Lawsuit Trying To Seize Satoshi's Bitcoin Hit a Major Wall

An audacious New York lawsuit seeking legal title to roughly 3.8 million dormant $BTC, including coins widely attributed to Bitcoin's pseudonymous creator Satoshi Nakamoto, is facing mounting

AnonymousCryptoCompass newsroom
June 22, 2026
3 min read
NEWS
Lawsuit Trying To Seize Satoshi's Bitcoin Hit a Major Wall
CryptoCompass editorial visual for bitcoin coverage.

An audacious New York lawsuit seeking legal title to roughly 3.8 million dormant $BTC, including coins widely attributed to Bitcoin's pseudonymous creator Satoshi Nakamoto, is facing mounting legal and on-chain resistance that has significantly complicated the plaintiffs' strategy.

The case, filed under the pseudonym "Noah Doe" alongside two anonymous Wyoming LLCs named ABC Company and XYZ Company, seeks a declaratory judgment granting ownership of 39,069 dormant Bitcoin addresses collectively holding approximately 3.8 million BTC. The plaintiffs' legal theory rests on New York Personal Property Law Article 7-B, a lost-and-found statute designed for tangible physical objects, arguing that dormant wallets qualify as abandoned property. To keep filing costs low, the plaintiffs assigned each address a nominal value of under $10, despite analysts placing the collective market value at roughly $293 billion.

The plan was to secure a quiet default judgment worth hundreds of billions of dollars. It has not gone quietly.

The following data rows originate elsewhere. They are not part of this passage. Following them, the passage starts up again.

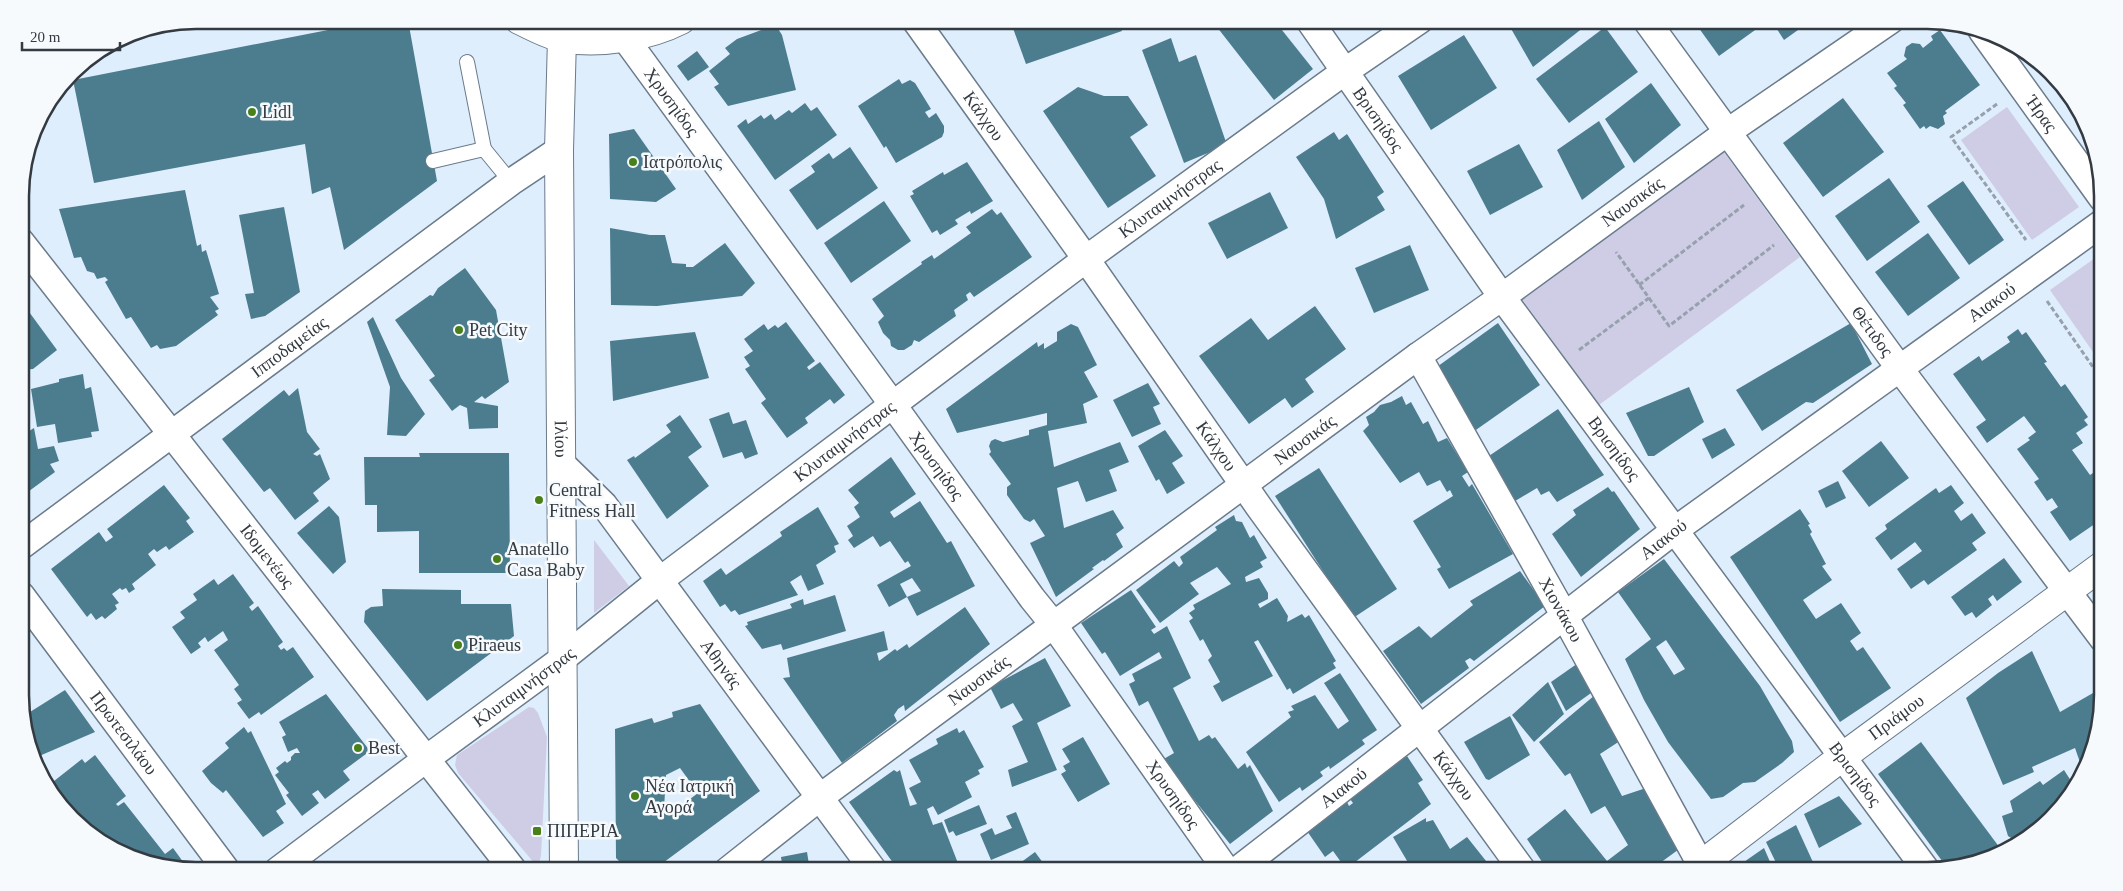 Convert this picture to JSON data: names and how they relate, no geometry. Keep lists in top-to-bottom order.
{
  "streets": {
    "main road": ["Ιλίου", "Πριάμου"],
    "street": [
      "Χρυσηίδος",
      "Ήρας",
      "Κάλχου",
      "Βρισηίδος",
      "Κλυταιμνήστρας",
      "Ναυσικάς",
      "Αιακού",
      "Θέτιδος",
      "Ιπποδαμείας",
      "Ιδομενέως",
      "Χιονάκου",
      "Αθηνάς",
      "Πρωτεσιλάου"
    ]
  },
  "crossings": [
    ["Χρυσηίδος", "Κλυταιμνήστρας"],
    ["Χρυσηίδος", "Ναυσικάς"],
    ["Κάλχου", "Κλυταιμνήστρας"],
    ["Κάλχου", "Ναυσικάς"],
    ["Κάλχου", "Αιακού"],
    ["Βρισηίδος", "Κλυταιμνήστρας"],
    ["Βρισηίδος", "Ναυσικάς"],
    ["Βρισηίδος", "Αιακού"],
    ["Βρισηίδος", "Πριάμου"],
    ["Κλυταιμνήστρας", "Ιλίου"],
    ["Κλυταιμνήστρας", "Ιδομενέως"],
    ["Κλυταιμνήστρας", "Αθηνάς"],
    ["Ναυσικάς", "Θέτιδος"],
    ["Ναυσικάς", "Χιονάκου"],
    ["Ναυσικάς", "Αθηνάς"],
    ["Αιακού", "Θέτιδος"],
    ["Αιακού", "Χιονάκου"],
    ["Θέτιδος", "Πριάμου"],
    ["Ιπποδαμείας", "Ιλίου"],
    ["Ιπποδαμείας", "Ιδομενέως"],
    ["Ιλίου", "Αθηνάς"]
  ],
  "places": {
    "other": [
      "Lidl",
      "Ιατρόπολις",
      "Pet City",
      "Central Fitness Hall",
      "Anatello Casa Baby",
      "Piraeus",
      "Best",
      "Νέα Ιατρική Αγορά"
    ],
    "transit": ["ΠΙΠΕΡΙΑ"]
  },
  "scale_bar": "20 m"
}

On-Chain Evidence Undermines the "Lost" Argument

Since the case was filed, the blockchain itself has begun working against the plaintiffs. 52 of the specifically named addresses have transferred roughly 34,335 BTC, worth approximately $2.48 billion at current prices. Alex Thorn, head of firmwide research at Galaxy Digital, reported that 29 of those addresses moved funds after being formally served in the case. Coins that move are difficult to classify as abandoned, and that on-chain activity is now a central problem for the plaintiffs' core legal argument.

The address list also includes wallets carrying the Patoshi nonce pattern, an on-chain fingerprint widely associated with Satoshi Nakamoto's early mining activity. According to Galaxy Digital's analysis, roughly 21,923 Patoshi-pattern addresses hold approximately 1.096 million BTC. Satoshi-linked coins have been closely studied by researchers and forensic analysts for years, making an abandonment argument particularly difficult to sustain.

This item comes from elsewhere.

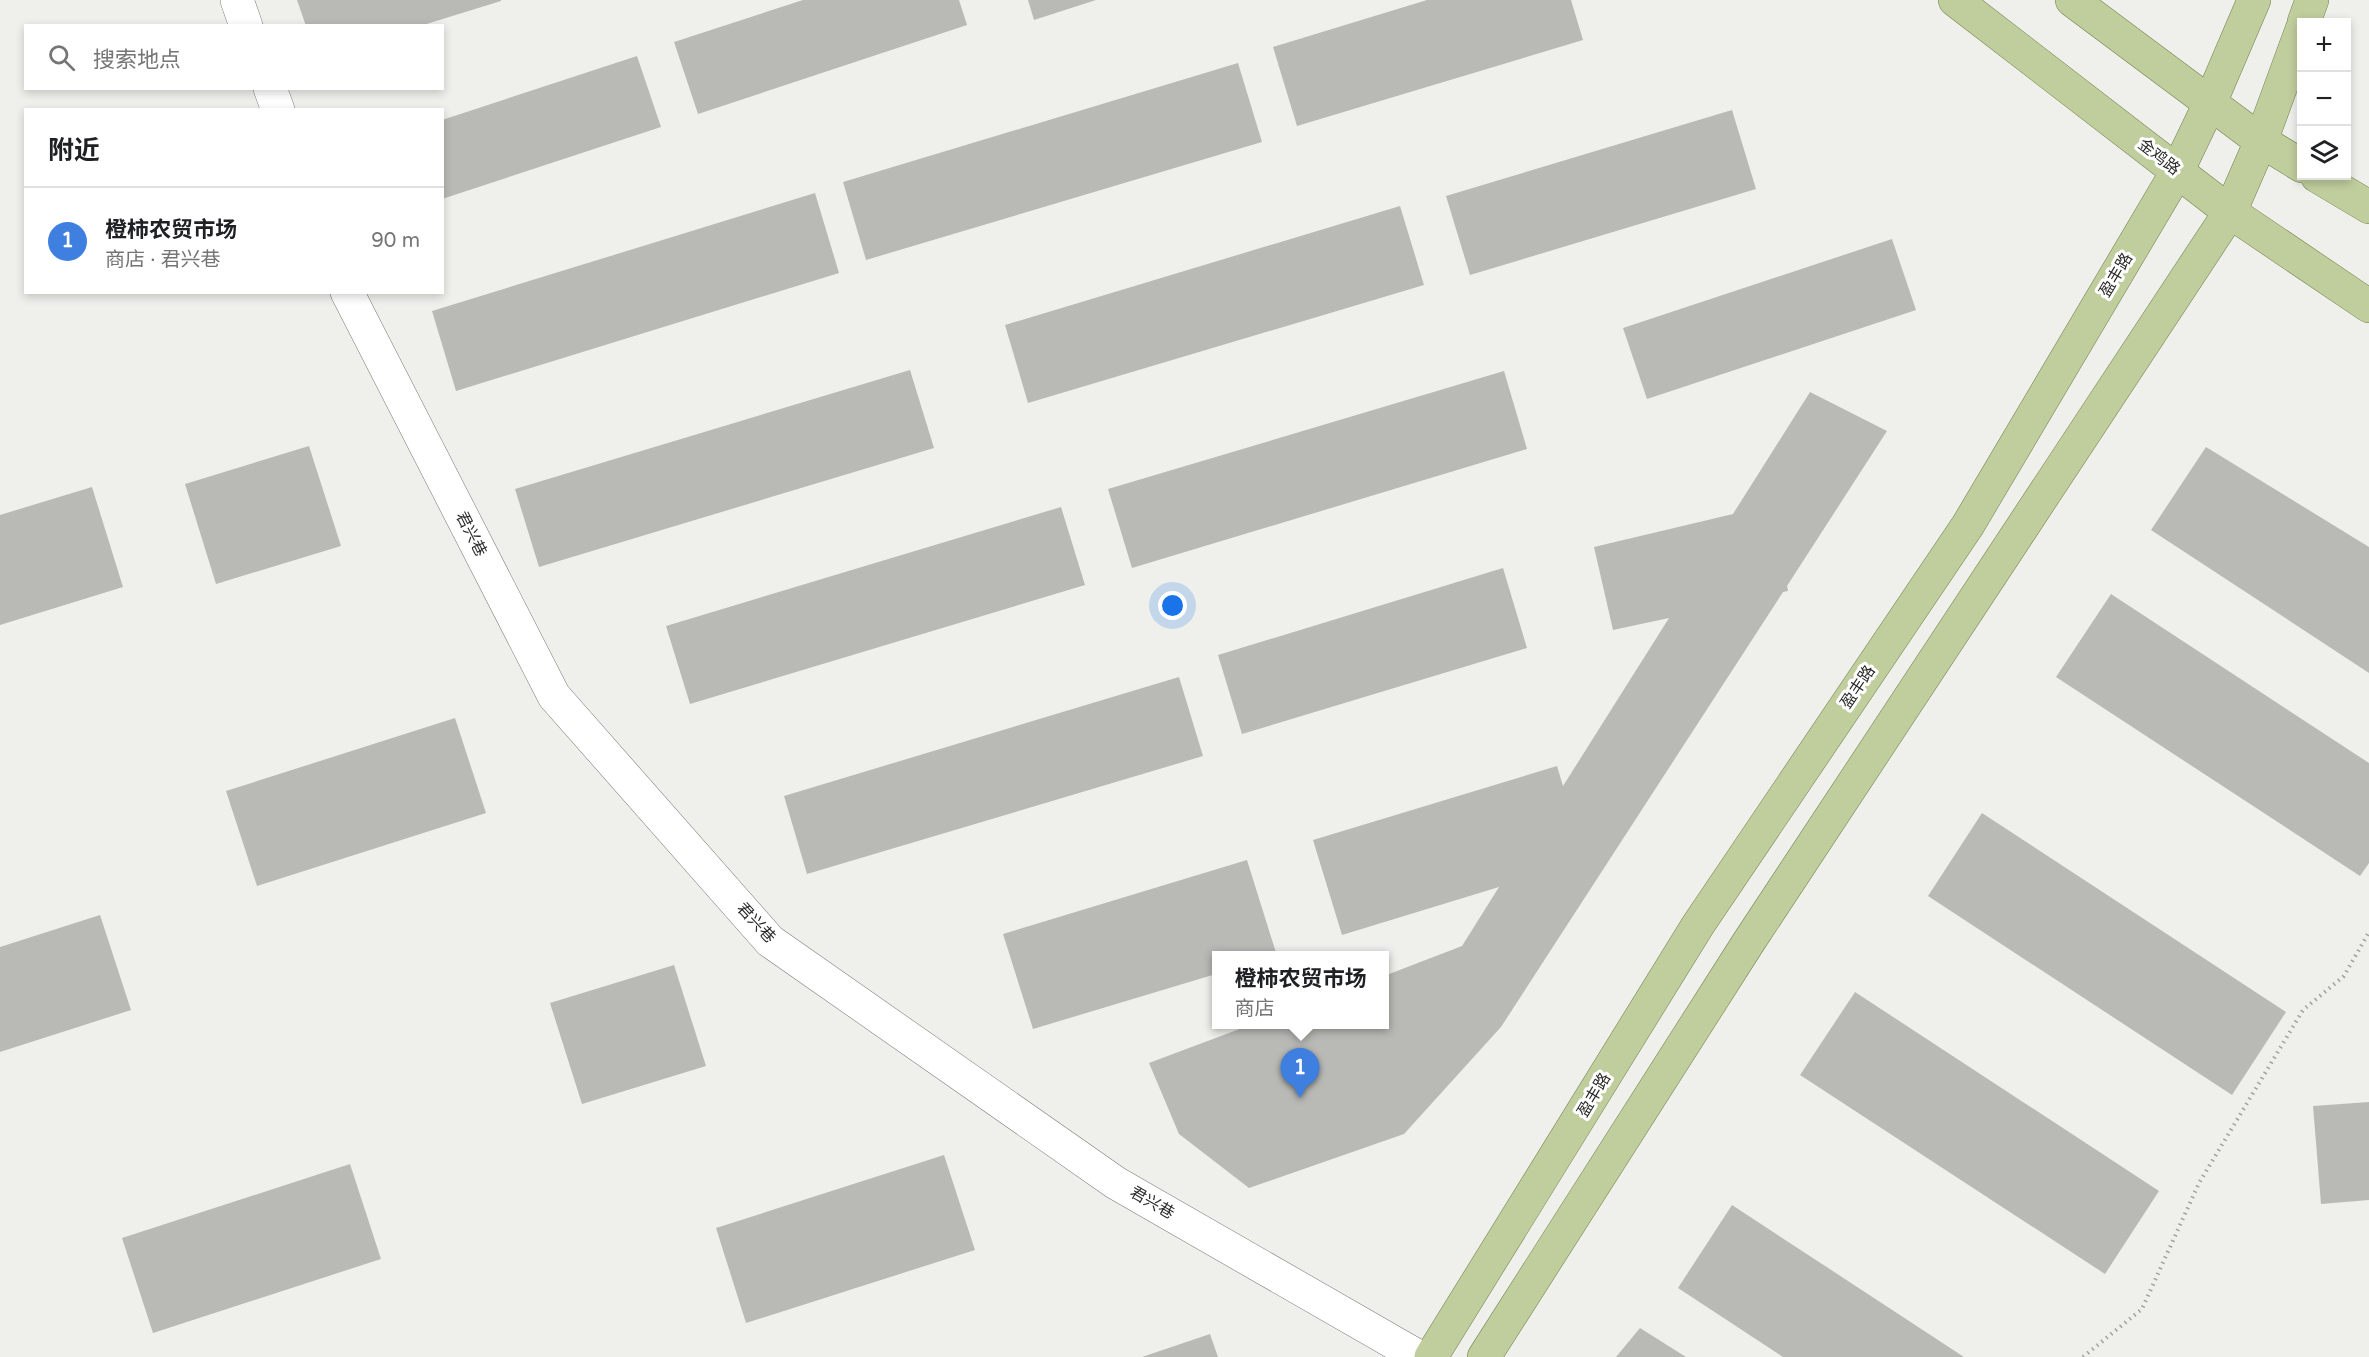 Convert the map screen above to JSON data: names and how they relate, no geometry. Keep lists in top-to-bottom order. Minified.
{"streets":{"main road":["金鸡路","盈丰路"],"street":["君兴巷"]},"crossings":[["金鸡路","盈丰路"]],"page":{"map_buttons":["+","−"],"search":"搜索地点","heading":"附近","list":[{"mark":"1","name":"橙柿农贸市场","note":"商店 · 君兴巷","value":"90 m"}],"popup":["橙柿农贸市场","商店"],"pins":"1"}}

The case was on course to produce an uncontested default judgment until pro-Bitcoin attorney Ian Cohen stepped in. Cohen filed an amicus curiae brief arguing that Article 7-B was written for tangible physical objects, not entries on a globally distributed blockchain, and that dormancy is not the same as legal abandonment. His brief also challenged the adequacy of the plaintiffs' on-chain notification method and raised jurisdictional questions, noting that BTC has no cognizable legal address in New York.

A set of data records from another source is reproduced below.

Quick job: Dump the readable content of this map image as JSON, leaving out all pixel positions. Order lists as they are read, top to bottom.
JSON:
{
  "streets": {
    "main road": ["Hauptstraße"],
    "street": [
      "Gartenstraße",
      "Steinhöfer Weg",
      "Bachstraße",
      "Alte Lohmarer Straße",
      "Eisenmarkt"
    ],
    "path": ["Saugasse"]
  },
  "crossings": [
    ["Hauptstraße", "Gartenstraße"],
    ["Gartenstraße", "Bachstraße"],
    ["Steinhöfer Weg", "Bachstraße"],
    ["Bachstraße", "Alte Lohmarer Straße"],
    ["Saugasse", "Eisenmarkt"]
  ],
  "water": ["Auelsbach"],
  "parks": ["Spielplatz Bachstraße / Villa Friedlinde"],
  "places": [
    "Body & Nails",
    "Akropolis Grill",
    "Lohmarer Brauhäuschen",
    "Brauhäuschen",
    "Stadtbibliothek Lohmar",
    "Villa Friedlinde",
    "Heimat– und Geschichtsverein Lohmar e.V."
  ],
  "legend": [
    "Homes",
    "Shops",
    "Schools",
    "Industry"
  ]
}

The court responded. On June 5, 2026, Justice Kathy King issued an order staying further proceedings, including any efforts to obtain default judgments, until July 14, 2026. Without that intervention, the case risked proceeding to a default ruling with no adversarial opposition, given that the 39,069 defendant wallet addresses were unlikely to appear in court.

On June 18, plaintiffs' attorney David Lin filed a motion to vacate or narrow the stay, arguing a non-party amicus should not have the power to halt proceedings and that the statutory deadline for defendants to respond should be allowed to expire. Cohen filed a rebuttal the following day, and a hearing on his amicus application is set for July 14 at 10:30 a.m. at 60 Centre Street, New York. The court has not yet ruled on the motion to lift the stay.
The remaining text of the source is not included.